Plus loin, des photos correspondant symboliquement à des étapes sanglantes de l’histoire du Congo happent notre regard. Le jeune Congolais met soigneusement en scène ses modèles. Il les photographie dans des poses dramatiques, comme cet homme noir aux mains et aux avant-bras rougis, rappel tragique des premières années de colonialisme belge entre 1880 et 1910, où des hommes, des femmes et des enfants tenus en esclavage étaient forcés de récolter du caoutchouc rouge, un matériau très prisé à l’époque. Dans cette volonté de dénonciation, Gloire Munoko propose également un triptyque en rapport avec l’histoire de l’hôpital de Panzi, spécialisé dans le traitement des femmes abusées sexuellement. Pour ces photos, Gloire Munoko a imaginé une couverture d’un magazine de mode, le Vanity of Vanities, en référence au très chic magazine culturel Vanity Fair. À la différence que les femmes qui y figurent ne sont pas des personnalités glamour ni des icônes de la mode, mais des femmes bafouées dans leur dignité. Une autre «mise en scène» signée Gloire Munoko.

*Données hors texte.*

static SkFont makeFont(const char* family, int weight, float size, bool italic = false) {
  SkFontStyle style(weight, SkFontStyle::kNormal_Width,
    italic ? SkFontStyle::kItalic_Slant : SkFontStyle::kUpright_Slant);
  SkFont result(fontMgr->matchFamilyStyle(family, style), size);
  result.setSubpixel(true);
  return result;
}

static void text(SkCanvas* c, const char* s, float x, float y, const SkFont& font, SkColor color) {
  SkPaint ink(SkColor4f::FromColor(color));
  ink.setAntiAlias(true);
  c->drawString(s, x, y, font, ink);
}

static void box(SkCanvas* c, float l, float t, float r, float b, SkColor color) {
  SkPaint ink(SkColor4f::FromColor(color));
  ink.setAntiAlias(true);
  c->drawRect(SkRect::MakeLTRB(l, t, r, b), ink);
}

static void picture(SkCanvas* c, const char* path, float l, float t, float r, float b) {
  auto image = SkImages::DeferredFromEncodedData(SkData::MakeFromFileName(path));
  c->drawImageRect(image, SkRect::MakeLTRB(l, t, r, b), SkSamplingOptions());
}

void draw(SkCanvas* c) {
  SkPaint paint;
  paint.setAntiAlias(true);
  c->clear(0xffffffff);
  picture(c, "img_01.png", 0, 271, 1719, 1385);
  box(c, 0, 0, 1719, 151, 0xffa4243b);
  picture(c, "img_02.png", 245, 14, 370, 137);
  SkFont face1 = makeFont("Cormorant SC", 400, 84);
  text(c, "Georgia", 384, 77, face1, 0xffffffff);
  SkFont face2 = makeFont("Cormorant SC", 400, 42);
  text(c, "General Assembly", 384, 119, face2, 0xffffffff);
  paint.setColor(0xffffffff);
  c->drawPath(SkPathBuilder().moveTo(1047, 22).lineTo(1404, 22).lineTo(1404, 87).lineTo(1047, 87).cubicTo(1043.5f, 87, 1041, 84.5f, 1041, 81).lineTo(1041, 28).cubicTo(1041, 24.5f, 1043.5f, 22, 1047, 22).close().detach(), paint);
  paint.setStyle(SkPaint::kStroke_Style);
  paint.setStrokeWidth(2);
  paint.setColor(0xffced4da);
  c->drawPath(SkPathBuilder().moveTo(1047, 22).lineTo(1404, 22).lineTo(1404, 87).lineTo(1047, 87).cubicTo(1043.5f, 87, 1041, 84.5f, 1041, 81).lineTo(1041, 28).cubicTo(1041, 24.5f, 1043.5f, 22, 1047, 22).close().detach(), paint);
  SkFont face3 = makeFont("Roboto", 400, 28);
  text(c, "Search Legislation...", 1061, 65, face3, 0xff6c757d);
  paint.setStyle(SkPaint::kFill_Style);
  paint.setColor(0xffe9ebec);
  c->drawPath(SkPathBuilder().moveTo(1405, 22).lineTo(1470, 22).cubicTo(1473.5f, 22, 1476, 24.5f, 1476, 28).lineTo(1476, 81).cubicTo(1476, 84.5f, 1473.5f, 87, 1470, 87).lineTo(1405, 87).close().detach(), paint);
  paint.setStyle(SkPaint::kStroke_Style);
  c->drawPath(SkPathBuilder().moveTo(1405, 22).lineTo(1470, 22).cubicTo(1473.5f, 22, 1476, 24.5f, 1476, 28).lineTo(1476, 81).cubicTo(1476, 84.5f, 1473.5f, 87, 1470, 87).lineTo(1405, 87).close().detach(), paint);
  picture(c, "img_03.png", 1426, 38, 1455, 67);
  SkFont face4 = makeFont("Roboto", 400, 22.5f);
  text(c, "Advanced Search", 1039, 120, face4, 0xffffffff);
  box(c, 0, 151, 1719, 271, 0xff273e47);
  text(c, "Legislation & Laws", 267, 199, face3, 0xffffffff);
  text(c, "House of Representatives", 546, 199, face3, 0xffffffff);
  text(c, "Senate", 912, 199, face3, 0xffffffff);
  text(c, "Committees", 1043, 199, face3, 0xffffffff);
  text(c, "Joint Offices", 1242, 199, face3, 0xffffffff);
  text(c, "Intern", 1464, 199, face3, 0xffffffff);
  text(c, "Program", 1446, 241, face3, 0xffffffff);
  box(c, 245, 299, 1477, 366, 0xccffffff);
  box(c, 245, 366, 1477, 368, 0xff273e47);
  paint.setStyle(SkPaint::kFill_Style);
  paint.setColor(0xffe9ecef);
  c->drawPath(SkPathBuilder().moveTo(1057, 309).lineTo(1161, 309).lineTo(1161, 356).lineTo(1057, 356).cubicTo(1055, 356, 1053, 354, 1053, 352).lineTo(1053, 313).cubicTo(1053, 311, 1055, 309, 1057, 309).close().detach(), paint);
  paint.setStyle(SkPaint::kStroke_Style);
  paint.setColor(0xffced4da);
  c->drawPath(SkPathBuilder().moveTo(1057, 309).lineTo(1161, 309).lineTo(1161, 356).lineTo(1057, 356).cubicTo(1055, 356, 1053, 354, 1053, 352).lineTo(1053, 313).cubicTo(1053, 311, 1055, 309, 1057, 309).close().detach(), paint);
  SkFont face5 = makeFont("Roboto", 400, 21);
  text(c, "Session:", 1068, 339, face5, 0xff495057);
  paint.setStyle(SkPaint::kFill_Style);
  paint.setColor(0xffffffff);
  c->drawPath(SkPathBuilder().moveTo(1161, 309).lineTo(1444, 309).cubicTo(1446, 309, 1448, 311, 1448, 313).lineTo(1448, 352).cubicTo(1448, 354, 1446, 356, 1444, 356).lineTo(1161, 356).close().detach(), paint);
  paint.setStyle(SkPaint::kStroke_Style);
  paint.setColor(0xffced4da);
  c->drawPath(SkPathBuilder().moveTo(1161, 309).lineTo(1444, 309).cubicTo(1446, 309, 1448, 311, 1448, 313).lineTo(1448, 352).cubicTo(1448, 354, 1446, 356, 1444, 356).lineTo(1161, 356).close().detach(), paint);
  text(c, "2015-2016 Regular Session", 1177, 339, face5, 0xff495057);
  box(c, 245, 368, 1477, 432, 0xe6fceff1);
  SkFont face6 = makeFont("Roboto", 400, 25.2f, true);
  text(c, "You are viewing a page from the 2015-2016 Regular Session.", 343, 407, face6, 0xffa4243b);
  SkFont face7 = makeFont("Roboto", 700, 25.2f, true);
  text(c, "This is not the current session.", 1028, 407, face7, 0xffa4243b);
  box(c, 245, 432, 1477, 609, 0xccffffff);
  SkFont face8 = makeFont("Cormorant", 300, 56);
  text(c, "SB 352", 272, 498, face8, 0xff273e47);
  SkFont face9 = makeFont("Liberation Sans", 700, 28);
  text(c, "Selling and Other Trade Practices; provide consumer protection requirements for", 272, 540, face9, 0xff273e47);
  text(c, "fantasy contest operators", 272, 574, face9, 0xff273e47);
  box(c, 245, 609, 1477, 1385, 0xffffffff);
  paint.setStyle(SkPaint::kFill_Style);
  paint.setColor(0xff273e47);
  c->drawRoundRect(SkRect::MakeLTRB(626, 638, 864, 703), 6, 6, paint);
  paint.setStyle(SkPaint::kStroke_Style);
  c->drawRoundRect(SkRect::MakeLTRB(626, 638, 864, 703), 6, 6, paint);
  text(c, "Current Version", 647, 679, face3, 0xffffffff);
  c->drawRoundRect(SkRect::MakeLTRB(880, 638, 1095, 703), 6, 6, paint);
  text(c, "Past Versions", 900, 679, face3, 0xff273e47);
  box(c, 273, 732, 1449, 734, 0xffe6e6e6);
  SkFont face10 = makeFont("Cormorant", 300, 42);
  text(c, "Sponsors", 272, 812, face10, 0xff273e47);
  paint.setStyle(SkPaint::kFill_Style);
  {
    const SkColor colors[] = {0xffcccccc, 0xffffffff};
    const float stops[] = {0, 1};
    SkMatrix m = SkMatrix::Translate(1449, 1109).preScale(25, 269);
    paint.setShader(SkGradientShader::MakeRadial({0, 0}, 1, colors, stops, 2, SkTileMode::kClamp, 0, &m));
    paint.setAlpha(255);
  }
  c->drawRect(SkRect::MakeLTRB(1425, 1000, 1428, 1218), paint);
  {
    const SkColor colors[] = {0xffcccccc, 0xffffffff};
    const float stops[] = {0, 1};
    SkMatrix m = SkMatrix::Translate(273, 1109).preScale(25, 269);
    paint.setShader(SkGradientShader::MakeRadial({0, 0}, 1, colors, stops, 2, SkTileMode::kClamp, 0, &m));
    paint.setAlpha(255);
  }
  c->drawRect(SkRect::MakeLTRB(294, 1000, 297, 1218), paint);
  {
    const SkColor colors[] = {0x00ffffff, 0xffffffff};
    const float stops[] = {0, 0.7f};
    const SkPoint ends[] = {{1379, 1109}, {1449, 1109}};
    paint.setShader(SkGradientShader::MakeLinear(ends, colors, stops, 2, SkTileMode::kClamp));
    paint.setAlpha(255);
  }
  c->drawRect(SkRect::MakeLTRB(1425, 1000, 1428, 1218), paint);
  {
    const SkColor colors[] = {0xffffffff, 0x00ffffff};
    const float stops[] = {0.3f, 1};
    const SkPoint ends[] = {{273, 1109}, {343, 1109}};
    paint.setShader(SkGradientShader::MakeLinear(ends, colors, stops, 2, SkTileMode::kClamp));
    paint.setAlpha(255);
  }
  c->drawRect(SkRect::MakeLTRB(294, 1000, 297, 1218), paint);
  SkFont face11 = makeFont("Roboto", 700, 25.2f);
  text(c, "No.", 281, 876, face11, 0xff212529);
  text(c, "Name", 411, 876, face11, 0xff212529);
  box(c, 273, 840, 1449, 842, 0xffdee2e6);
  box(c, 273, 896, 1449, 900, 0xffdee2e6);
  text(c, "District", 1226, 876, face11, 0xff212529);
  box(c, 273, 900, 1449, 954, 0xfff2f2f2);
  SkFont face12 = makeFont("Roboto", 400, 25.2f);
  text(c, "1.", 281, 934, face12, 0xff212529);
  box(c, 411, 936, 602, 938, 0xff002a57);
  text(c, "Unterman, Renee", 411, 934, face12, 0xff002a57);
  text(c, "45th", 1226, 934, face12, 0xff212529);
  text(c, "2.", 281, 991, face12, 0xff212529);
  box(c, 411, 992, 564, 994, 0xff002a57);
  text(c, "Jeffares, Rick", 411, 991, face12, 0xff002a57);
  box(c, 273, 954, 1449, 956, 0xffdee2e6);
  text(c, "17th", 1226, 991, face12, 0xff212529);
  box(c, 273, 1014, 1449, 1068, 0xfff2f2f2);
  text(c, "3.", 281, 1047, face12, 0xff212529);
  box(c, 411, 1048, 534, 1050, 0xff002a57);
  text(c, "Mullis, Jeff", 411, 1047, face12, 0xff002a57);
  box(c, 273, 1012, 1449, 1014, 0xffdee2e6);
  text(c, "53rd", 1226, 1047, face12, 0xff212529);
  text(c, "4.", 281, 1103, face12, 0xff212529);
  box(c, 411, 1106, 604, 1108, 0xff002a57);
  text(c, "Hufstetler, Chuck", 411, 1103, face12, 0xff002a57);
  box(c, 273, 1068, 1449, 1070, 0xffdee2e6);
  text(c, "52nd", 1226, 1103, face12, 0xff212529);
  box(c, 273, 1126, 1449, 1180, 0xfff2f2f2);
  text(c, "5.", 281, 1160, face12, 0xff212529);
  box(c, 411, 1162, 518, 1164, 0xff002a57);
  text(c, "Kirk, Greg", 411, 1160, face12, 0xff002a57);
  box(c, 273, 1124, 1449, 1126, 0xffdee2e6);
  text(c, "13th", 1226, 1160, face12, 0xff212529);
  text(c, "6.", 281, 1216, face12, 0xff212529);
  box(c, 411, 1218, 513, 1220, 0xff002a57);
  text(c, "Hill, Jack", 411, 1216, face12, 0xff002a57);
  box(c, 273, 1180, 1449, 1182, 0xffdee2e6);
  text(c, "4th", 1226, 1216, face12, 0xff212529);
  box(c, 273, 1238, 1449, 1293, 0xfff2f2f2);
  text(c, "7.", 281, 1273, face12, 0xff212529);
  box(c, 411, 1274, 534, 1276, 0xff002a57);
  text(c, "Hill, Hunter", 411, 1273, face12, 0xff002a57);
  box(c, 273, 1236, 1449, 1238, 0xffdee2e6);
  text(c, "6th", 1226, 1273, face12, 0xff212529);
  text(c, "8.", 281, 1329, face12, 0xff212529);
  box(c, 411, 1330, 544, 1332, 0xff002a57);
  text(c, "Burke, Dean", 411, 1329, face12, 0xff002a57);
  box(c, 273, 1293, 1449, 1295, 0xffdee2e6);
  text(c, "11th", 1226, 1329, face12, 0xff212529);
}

«Tout le monde est attiré par les photos de mode. En créant ce concept, j’ai voulu attirer le regard des gens et montrer les réalités vécues par beaucoup de femmes dans mon pays que sont les viols collectifs, les mutilations sexuelles et la prostitution infantile. Aujourd’hui, mon pays est l’un des plus dangereux au monde pour une femme», affirme l’étudiant. Pour mettre un baume sur la plaie, en quelque sorte, et rendre hommage à la femme africaine, Gloire Munoko présente quelques photos d’une jeune femme dans toute la splendeur de ses 20 ans. Qu’elle y apparaisse pensive ou qu’elle nous regarde droit dans les yeux, sa beauté apaisante fait du bien à l’âme. «Ce sont les femmes qui éveillent ma conscience artistique», confie Gloire Munoko.
Parcours d’un combattant
Né à Kinshaha, Gloire Munoko est arrivé à Québec en 2016. La photographie, le dessin et l’écriture font partie intégrante de son mode de vie. Au-delà de sa pratique artistique engagée, il souhaite rencontrer chez nous des personnes qui pourront l’aider à améliorer les conditions politiques qui règnent en République démocratique du Congo. Quand il ne crée pas, Gloire Munoko est enseignant de boxe dans un club sportif de Sainte-Foy, où il transmet sa passion pour ce sport en attendant de monter une autre exposition, centrée cette fois sur le dessin.
Lors du vernissage, qui aura lieu le 7 décembre à 17h, Gloire Munoko lira un poème de son cru intitulé Speak Black, inspiré de la célèbre ode à la résistance Speak White de la poétesse québécoise Michèle Lalonde, une femme pour laquelle il a beaucoup d’admiration.
L’exposition Multiface a lieu jusqu’au 21 décembre à la salle d’exposition du pavillon Alphonse-Desjardins, au local 2470. Les heures d’ouverture sont de 9h à 16h30, du lundi au vendredi, et de 12h à 16h le samedi.